Extracted records
====
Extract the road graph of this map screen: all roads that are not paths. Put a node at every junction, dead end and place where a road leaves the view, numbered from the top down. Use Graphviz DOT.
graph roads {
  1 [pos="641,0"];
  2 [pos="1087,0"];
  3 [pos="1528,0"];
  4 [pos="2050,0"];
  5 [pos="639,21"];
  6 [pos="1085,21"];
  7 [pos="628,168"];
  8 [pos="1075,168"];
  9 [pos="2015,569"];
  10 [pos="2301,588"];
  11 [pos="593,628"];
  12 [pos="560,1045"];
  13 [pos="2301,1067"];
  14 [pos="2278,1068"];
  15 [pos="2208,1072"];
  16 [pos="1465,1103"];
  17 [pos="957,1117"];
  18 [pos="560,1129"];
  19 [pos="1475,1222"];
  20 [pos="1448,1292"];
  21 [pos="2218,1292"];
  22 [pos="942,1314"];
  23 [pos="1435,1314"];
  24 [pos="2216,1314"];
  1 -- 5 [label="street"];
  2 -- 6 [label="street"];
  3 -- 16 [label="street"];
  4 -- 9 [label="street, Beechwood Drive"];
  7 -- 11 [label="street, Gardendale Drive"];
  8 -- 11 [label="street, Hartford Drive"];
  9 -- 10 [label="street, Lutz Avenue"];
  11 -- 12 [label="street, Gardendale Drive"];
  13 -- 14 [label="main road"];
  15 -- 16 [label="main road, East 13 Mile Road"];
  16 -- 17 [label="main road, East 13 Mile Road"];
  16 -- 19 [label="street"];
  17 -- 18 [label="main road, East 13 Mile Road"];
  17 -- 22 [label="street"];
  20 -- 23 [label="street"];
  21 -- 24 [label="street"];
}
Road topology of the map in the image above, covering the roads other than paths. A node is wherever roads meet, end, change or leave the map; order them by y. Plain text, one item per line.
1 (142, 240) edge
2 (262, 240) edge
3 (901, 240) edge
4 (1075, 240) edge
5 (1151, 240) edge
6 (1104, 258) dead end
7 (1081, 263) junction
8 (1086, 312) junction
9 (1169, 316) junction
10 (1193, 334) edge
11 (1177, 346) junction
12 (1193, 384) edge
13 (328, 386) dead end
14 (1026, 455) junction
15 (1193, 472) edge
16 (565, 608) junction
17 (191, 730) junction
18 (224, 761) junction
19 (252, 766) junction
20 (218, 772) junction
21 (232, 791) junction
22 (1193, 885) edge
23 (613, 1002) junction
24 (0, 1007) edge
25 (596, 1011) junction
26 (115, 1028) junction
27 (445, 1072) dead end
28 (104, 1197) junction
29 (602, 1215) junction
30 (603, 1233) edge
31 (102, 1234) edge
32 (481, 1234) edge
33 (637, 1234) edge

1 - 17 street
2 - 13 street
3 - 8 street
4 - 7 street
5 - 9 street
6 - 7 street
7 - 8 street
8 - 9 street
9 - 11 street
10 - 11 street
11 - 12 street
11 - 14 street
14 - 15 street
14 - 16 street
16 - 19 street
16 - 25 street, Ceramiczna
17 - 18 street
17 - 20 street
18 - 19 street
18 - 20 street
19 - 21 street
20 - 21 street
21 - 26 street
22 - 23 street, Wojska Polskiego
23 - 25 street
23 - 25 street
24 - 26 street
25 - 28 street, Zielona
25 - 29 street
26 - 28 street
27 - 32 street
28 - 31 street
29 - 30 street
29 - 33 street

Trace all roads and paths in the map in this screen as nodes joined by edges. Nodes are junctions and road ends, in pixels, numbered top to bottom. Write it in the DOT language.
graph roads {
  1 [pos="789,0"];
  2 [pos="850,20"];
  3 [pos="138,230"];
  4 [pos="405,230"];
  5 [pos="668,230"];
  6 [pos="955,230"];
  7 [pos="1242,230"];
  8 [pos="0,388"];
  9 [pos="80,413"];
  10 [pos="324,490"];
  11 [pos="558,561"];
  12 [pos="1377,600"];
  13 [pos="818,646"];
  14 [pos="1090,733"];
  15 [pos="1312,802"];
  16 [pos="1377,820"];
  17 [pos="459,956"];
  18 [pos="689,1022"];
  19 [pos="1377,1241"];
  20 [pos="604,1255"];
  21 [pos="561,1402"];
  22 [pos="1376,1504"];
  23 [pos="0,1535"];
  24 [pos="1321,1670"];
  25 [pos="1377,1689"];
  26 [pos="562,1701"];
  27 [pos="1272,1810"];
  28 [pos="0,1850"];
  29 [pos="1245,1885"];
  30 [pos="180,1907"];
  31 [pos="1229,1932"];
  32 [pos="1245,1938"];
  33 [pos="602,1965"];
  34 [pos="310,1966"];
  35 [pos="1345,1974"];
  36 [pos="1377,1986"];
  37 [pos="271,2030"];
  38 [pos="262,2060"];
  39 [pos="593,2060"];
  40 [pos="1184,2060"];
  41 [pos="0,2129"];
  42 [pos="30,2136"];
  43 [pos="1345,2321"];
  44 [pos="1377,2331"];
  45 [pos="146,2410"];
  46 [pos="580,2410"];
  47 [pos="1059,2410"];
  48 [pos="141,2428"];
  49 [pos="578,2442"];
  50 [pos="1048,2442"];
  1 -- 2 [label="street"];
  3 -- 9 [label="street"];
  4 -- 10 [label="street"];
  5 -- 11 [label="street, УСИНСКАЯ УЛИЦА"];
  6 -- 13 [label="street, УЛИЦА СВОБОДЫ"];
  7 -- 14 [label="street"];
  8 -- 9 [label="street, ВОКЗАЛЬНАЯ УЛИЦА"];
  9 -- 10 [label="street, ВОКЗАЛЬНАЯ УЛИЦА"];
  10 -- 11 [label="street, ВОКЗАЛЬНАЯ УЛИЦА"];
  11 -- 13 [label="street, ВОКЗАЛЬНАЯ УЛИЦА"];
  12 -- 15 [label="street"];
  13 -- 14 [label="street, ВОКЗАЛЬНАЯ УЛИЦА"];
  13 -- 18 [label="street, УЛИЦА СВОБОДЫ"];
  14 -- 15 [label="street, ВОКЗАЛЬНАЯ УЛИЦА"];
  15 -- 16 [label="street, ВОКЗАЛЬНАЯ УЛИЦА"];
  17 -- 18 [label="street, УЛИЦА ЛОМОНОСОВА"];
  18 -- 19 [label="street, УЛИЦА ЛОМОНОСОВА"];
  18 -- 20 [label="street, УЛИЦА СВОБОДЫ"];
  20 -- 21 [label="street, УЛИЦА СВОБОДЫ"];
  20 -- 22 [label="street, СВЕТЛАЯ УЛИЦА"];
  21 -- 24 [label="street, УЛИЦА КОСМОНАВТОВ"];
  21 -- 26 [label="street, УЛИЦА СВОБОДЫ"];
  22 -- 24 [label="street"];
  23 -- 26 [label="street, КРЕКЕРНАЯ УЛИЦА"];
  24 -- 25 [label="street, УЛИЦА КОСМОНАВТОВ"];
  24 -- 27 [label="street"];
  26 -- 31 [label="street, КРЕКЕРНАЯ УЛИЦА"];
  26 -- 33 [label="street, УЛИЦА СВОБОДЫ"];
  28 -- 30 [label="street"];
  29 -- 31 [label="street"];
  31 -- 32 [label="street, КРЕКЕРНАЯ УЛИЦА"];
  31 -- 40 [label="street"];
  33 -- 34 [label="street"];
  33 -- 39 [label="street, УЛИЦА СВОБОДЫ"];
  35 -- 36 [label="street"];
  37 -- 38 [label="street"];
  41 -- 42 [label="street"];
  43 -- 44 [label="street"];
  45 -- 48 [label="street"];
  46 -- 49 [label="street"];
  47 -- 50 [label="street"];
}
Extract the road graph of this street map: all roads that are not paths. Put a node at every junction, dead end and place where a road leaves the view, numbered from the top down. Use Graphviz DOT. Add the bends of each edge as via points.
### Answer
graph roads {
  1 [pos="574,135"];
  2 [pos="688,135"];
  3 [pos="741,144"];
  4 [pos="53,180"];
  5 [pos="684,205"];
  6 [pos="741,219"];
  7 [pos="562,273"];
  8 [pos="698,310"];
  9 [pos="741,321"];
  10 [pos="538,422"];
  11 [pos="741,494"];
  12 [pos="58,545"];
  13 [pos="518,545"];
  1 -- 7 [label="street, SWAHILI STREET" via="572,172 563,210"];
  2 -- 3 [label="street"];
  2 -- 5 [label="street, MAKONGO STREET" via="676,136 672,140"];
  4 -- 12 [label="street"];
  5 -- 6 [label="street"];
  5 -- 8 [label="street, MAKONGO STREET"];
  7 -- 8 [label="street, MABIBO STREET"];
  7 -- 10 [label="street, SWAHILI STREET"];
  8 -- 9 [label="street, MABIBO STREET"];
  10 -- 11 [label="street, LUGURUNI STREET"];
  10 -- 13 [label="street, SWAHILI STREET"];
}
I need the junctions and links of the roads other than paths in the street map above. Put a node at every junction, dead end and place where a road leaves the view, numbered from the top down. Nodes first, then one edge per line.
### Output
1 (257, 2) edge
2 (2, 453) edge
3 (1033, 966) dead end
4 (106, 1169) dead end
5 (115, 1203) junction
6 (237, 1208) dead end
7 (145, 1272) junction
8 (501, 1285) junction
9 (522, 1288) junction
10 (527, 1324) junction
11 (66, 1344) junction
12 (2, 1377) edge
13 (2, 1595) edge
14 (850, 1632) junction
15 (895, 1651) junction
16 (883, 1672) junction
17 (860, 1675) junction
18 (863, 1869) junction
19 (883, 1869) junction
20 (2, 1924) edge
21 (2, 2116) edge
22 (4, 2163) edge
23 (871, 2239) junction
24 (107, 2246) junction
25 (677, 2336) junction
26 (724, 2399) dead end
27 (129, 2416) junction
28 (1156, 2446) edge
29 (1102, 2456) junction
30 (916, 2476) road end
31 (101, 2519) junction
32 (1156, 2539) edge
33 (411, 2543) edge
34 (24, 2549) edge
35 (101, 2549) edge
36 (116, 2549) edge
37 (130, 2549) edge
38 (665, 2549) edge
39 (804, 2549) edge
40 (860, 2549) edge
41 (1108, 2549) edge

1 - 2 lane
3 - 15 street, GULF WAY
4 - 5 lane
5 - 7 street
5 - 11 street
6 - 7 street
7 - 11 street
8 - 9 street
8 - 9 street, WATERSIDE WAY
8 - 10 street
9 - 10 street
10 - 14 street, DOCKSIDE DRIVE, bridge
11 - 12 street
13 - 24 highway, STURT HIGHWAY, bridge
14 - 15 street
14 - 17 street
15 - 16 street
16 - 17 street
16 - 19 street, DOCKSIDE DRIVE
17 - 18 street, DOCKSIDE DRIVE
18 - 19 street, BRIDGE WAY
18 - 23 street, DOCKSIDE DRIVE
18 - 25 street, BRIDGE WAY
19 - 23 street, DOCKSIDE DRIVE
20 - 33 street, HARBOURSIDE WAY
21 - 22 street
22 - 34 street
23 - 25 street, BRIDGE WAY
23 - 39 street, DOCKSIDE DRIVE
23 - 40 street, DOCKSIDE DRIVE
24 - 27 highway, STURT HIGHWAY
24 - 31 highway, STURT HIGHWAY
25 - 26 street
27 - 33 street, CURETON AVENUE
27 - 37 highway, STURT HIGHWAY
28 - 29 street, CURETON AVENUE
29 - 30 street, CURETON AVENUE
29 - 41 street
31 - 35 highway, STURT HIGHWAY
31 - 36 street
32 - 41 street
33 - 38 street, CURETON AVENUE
====
== What the exercise asks ==
In the entries above, locate every line with the word "DOCKSIDE" and copy it.

== Task response ==
10 - 14 street, DOCKSIDE DRIVE, bridge
16 - 19 street, DOCKSIDE DRIVE
17 - 18 street, DOCKSIDE DRIVE
18 - 23 street, DOCKSIDE DRIVE
19 - 23 street, DOCKSIDE DRIVE
23 - 39 street, DOCKSIDE DRIVE
23 - 40 street, DOCKSIDE DRIVE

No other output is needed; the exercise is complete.